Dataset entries
^^^^^^^^
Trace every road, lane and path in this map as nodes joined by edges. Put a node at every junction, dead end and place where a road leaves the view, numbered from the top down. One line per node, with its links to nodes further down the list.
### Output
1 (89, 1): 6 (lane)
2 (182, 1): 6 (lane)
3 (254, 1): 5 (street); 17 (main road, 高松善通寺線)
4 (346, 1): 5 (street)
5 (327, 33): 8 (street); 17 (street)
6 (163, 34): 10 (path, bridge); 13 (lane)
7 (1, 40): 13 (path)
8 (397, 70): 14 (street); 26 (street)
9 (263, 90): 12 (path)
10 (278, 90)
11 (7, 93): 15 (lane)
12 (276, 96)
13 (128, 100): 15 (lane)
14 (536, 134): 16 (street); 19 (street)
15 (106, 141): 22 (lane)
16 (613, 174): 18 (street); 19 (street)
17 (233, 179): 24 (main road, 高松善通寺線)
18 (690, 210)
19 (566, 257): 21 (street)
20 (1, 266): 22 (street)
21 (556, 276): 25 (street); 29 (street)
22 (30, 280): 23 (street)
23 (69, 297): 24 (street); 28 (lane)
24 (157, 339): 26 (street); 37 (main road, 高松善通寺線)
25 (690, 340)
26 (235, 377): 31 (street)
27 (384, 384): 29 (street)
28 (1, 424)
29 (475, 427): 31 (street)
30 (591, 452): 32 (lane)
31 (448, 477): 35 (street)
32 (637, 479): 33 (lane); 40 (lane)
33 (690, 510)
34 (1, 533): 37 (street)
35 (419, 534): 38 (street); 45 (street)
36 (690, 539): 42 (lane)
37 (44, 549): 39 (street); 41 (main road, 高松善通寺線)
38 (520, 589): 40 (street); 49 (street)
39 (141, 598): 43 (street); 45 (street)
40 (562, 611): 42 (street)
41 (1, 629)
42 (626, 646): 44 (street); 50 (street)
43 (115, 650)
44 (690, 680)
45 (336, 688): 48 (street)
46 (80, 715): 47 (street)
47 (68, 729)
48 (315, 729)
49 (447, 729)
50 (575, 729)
^^^^^^^^
■ YOUR OBJECTIVE:
In the records above, how many lines include "main"? Answer with the number alone.

■ TASK ANSWER:
4